Robert Zyskoski, a buyer for Healey Ford of Ansonia Connecticut, testified that in or around August of 2001, he met with the Respondent, who was interested in purchasing a Ford Explorer.  Mr. Zyskoski valued the Respondent’s Jeep at $14,500 and was willing to take $2500 in “equity” off of the list price of a new Explorer. 

This reviewing committee concludes by clear and convincing evidence that the Respondent engaged in ethical misconduct.  We find that the evidence clearly establishes that the Respondent disposed of his leased Jeep into the abandoned Seymour quarry.  We note that the Respondent made several conflicting statements about the mileage on the vehicle and the number and whereabouts of keys to it.  Although the odometer was ruined by the water in the quarry, the evidence was clear that in January of 2000, seven months before the lease expired, the Jeep had 63,694 miles on it.  At the start of the lease, the vehicle was delivered with 4836 miles, meaning that by January of 2000, the Respondent had put 58,858 miles on it at an average of 2030 miles per month.  The Jeep was reported stolen the day before the lease was scheduled to expire.  Among other things, this means that the vehicle was driven for 36 months by the Respondent.  At an average of 2030 miles per month, the Jeep likely had approximately 73,080 miles put on it while driven by the Respondent.  The Respondent was allowed only 45,000 miles before a 15 cent per mile surcharge would be assessed.  The Respondent was over his mileage allotment by approximately 28,080 miles, which would have cost him $4212 in surcharges at the time he was required to return the vehicle.  We conclude that the Respondent purposely disposed of the Jeep in the Seymour quarry to avoid these costs then falsely reported the vehicle as stolen.  We conclude that such conduct clearly violated Rule 8.4(2) and (3) of the Rules of Professional Conduct. 

In reaching our decision, we conclude that while Christina Luden dated the Respondent for approximately three months and drove his car to Vermont in December of 1999, their relationship ended six months before the Respondent’s Jeep disappeared from his driveway. Any suggestion that Ms. Luden stole the Respondent’s Jeep is completely unbelievable.  We also note that while Mr. Zyskoski may have placed a $14,500 value on the Jeep and was willing to use $2500 in equity on a new Explorer in an effort to make a deal, there was no evidence from the Respondent as to the value of the Jeep at the expiration of the lease.  We note that either the Respondent would have had to purchase the vehicle or have Mr. Zyskoski pay for it in order to use it as a trade towards the purchase of a new Explorer.  In any event, this testimony does not rebut the clear evidence that the Respondent would have had to pay significant charges at the termination of the Jeep lease. 
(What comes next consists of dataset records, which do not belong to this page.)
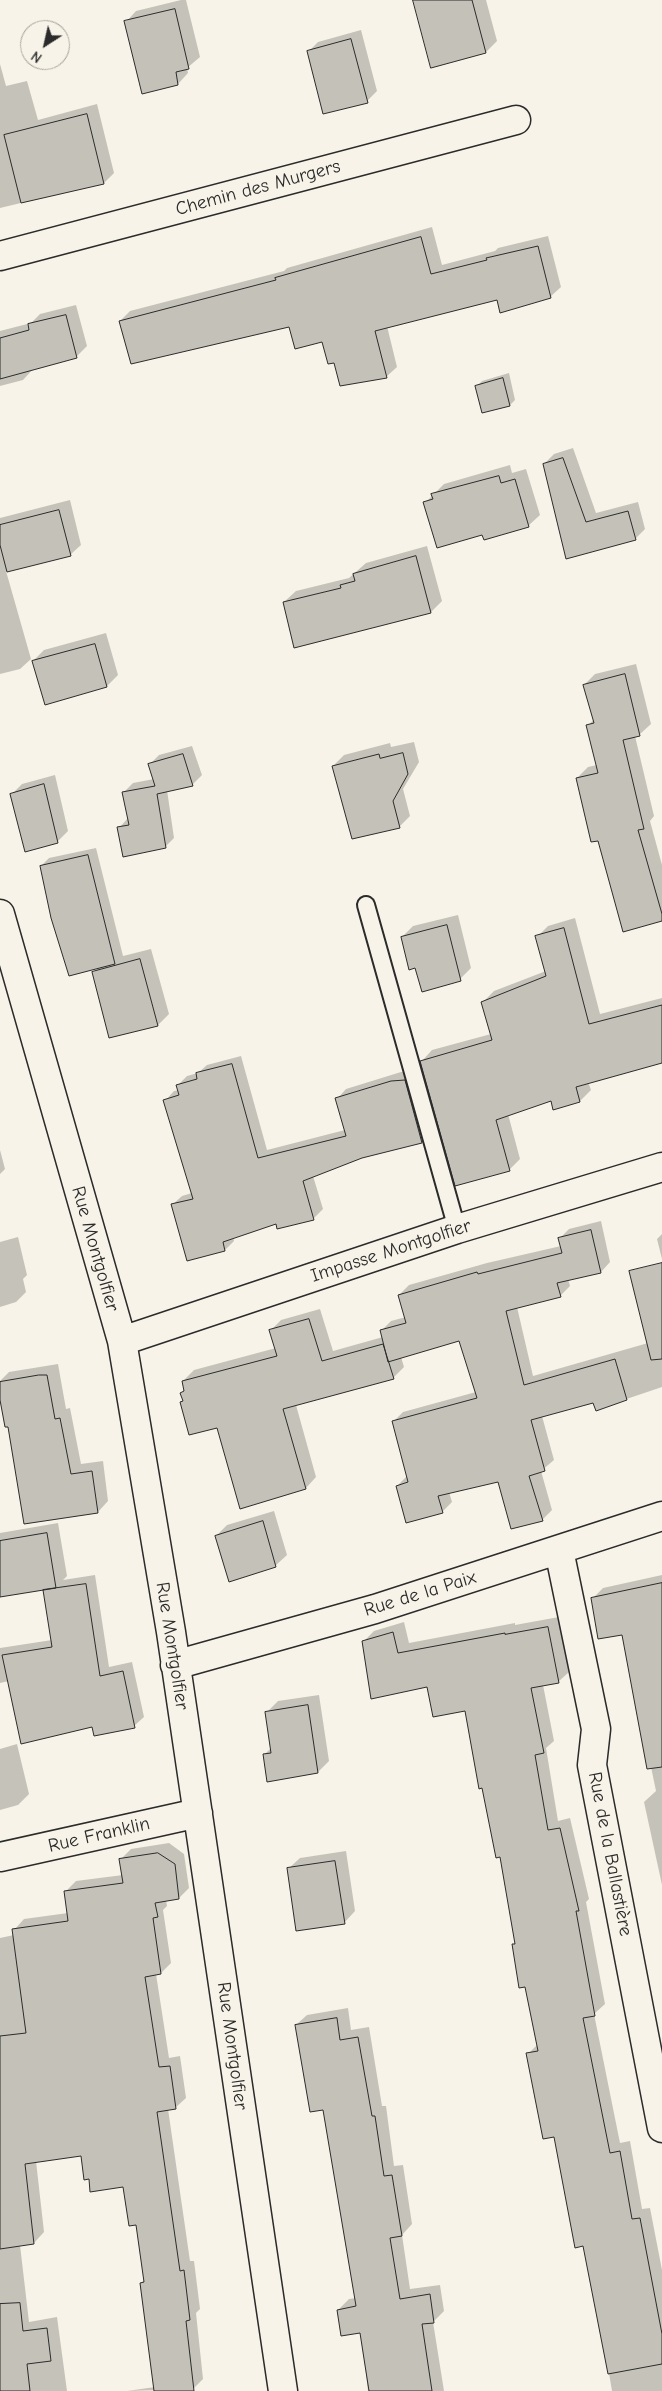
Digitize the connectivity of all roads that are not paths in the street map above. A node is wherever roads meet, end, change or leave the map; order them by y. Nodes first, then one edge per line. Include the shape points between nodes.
1 (516, 120) dead end
2 (0, 256) edge
3 (366, 905) dead end
4 (0, 914) edge
5 (662, 1167) edge
6 (457, 1228) junction
7 (122, 1341) junction
8 (662, 1516) edge
9 (559, 1550) junction
10 (175, 1665) junction
11 (198, 1813) junction
12 (0, 1857) edge
13 (662, 2128) edge
14 (283, 2391) edge

1 - 2 street, Chemin des Murgers
3 - 6 lane
4 - 7 street, Rue Montgolfier
5 - 6 street, Impasse Montgolfier
6 - 7 street, Impasse Montgolfier
7 - 10 street, Rue Montgolfier
8 - 9 street, Rue de la Paix
9 - 10 street, Rue de la Paix via 375,1609
9 - 13 street, Rue de la Ballastière via 596,1729 592,1765
10 - 11 street, Rue Montgolfier
11 - 12 street, Rue Franklin
11 - 14 street, Rue Montgolfier

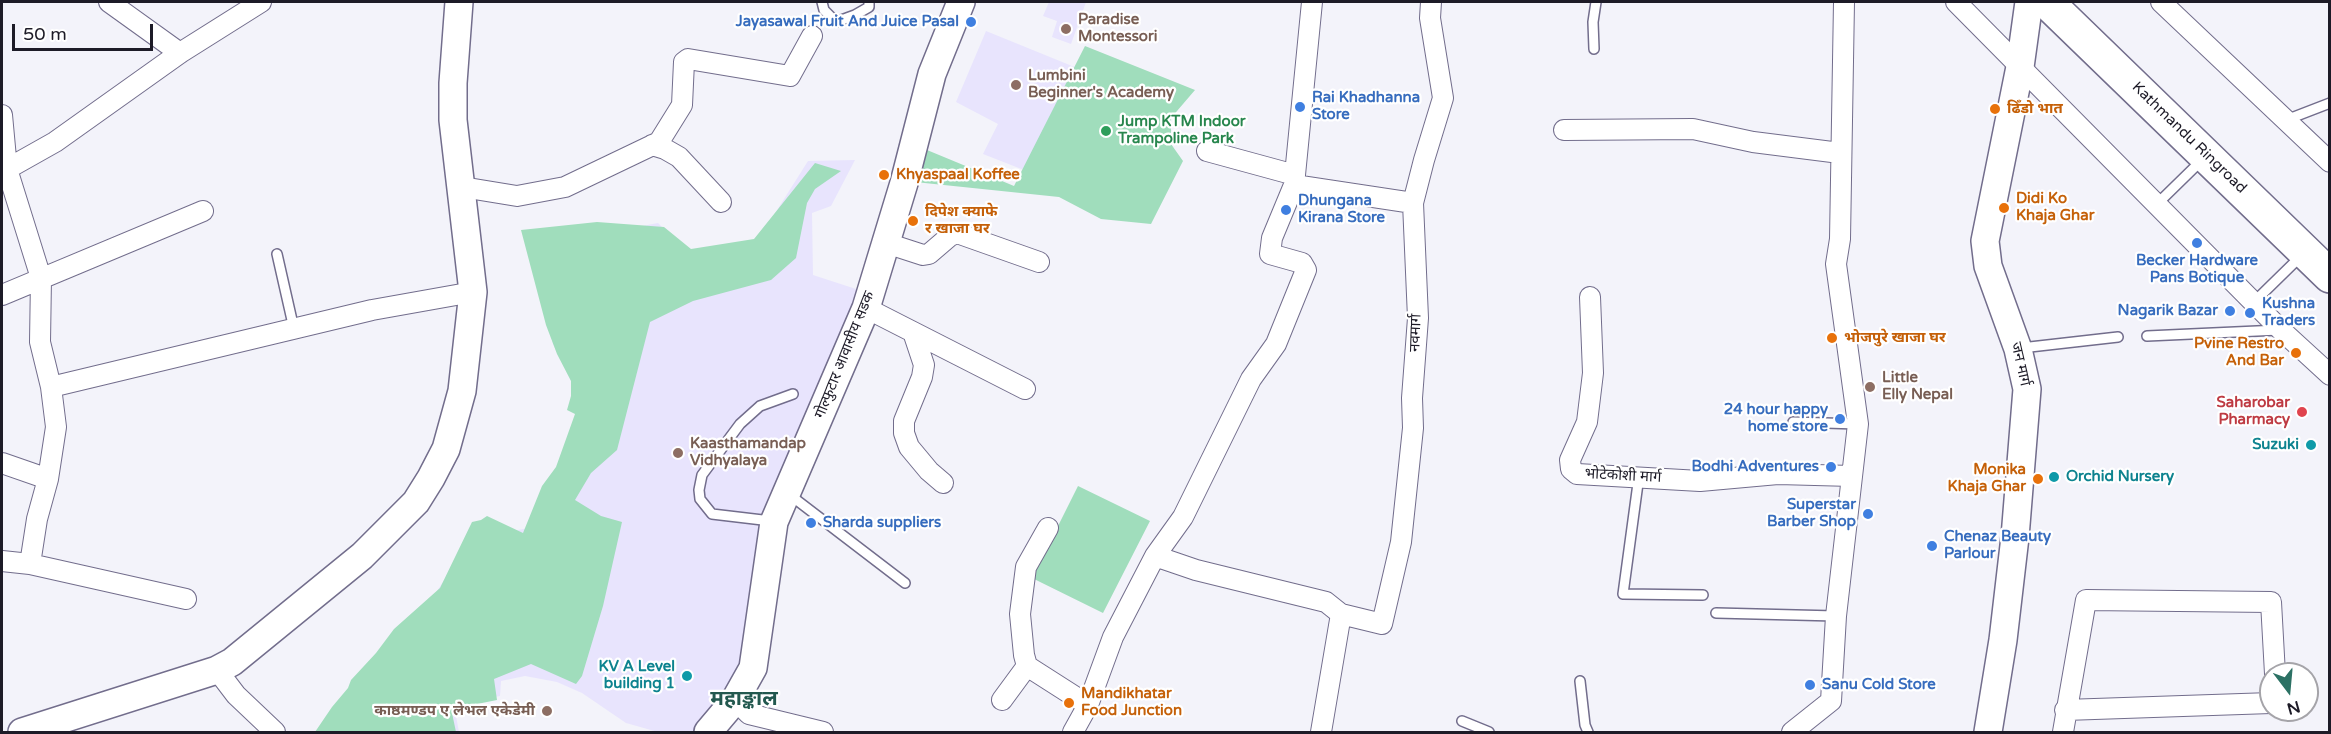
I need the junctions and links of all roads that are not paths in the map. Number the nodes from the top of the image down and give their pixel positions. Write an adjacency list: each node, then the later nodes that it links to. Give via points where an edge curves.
1 (109, 2): 17 (street)
2 (261, 2): 17 (street)
3 (459, 2): 31 (street, via 453,120)
4 (822, 2): 5 (lane, via 836,22 869,7)
5 (869, 2)
6 (961, 2): 36 (street, गोल्फुटार आवासीय सडक, via 932,74)
7 (1431, 2): 33 (street, नवमार्ग, via 1443,98)
8 (1596, 2): 16 (lane)
9 (1844, 2): 26 (street)
10 (1956, 2): 18 (street)
11 (2029, 2): 18 (street, जन मार्ग)
12 (2047, 2): 27 (highway, Kathmandu Ringroad)
13 (2161, 2): 21 (street)
14 (1311, 11): 30 (street)
15 (812, 36): 23 (street, via 790,76 688,59 684,62 682,105 667,132)
16 (1594, 49)
17 (180, 53): 29 (street, via 55,141)
18 (2020, 67): 34 (street); 52 (street, जन मार्ग, via 1985,242 1988,266)
19 (2330, 103): 21 (lane)
20 (2, 115): 29 (street)
21 (2286, 120): 28 (street)
22 (1564, 130): 26 (street, via 1693,129 1753,142)
23 (652, 146): 31 (street, via 565,187 517,196); 32 (street, via 679,157)
24 (2, 148): 29 (street)
25 (1207, 151): 30 (street)
26 (1840, 153): 58 (street, via 1839,264)
27 (2207, 155): 34 (lane); 37 (highway, Kathmandu Ringroad)
28 (2330, 162)
29 (7, 169): 41 (street)
30 (1294, 180): 33 (street); 67 (street, via 1272,238 1270,254 1302,263 1306,270 1300,288 1276,344 1251,379 1184,517)
31 (462, 187): 42 (street)
32 (721, 202)
33 (1413, 203): 74 (street, नवमार्ग, via 1418,318 1413,428 1401,542 1382,624)
34 (2157, 204): 45 (street)
35 (203, 211): 41 (street)
36 (886, 243): 39 (street, via 922,255 957,233); 46 (street, गोल्फुटार आवासीय सडक)
37 (2305, 252): 40 (highway, Kathmandu Ringroad); 45 (lane)
38 (277, 254): 47 (lane)
39 (1039, 262)
40 (2330, 276)
41 (41, 278): 43 (street); 54 (street, via 40,342)
42 (473, 292): 47 (street); 78 (street, via 462,391 436,469 416,502 362,556 240,656)
43 (2, 296)
44 (1590, 297): 60 (street, भोटेकोशी मार्ग, via 1593,373 1587,422 1570,460 1571,469 1577,474)
45 (2254, 302): 48 (street)
46 (866, 308): 49 (street); 64 (street, गोल्फुटार आवासीय सडक)
47 (294, 328): 54 (street)
48 (2281, 330): 50 (lane); 53 (street)
49 (913, 332): 55 (street); 63 (street, via 924,365 904,422 904,434 909,447)
50 (2147, 336)
51 (2118, 337): 52 (lane)
52 (2018, 349): 95 (street, जन मार्ग, via 2027,389 2022,459 2003,640)
53 (2330, 375)
54 (51, 387): 62 (street, via 56,427)
55 (1025, 389)
56 (793, 394): 65 (lane, via 760,406 740,424 702,475 699,490 700,499 712,514)
57 (1793, 422): 58 (lane)
58 (1858, 424): 61 (street)
59 (2, 463): 62 (street)
60 (1639, 476): 61 (street, भोटेकोशी मार्ग, via 1700,481 1778,474); 71 (lane, via 1623,594)
61 (1852, 476): 75 (street)
62 (48, 479): 69 (street)
63 (943, 483)
64 (787, 493): 65 (street, गोल्फुटार आवासीय सडक); 70 (lane)
65 (774, 522): 80 (street, गोल्फुटार आवासीय सडक, via 753,668)
66 (1048, 528): 77 (street, via 1026,567 1020,615)
67 (1155, 556): 74 (street, via 1326,602); 83 (street, via 1113,637)
68 (2, 561): 69 (street)
69 (30, 564): 72 (street)
70 (904, 583)
71 (1702, 595)
72 (186, 599)
73 (1716, 613): 75 (lane)
74 (1341, 614): 92 (street)
75 (1836, 616): 86 (street, via 1831,701)
76 (2274, 662): 84 (street, via 2271,602 2086,600)
77 (1027, 666): 81 (street); 83 (street)
78 (217, 670): 87 (street); 88 (street, via 236,695)
79 (1581, 681): 94 (lane)
80 (735, 700): 89 (street, गोल्फुटार आवासीय सडक); 90 (street, via 749,714)
81 (1002, 700)
82 (2259, 703): 84 (street)
83 (1088, 705): 91 (street)
84 (2065, 710): 96 (street)
85 (1462, 721): 93 (lane)
86 (1806, 729)
87 (22, 732)
88 (275, 732)
89 (708, 732)
90 (823, 732)
91 (1074, 732)
92 (1322, 732)
93 (1489, 732)
94 (1588, 732)
95 (1988, 732)
96 (2063, 732)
We also conclude that the Respondent’s failure to answer the grievance complaint without good cause violated Rule 8.1(2) of the Rules of Professional Conduct and Practice Book §2-32(a)(1).  

We order that the Respondent be presented to the Superior Court for whatever discipline the Court deems appropriate.  Since a presentment is a de novo hearing, we order that the presentment complaint contain charges that the Respondent failed to appear at the April 14, 2004 hearing before this reviewing committee, in violation of Rules 8.1(2) and 8.4(4) of the Rules of Professional Conduct.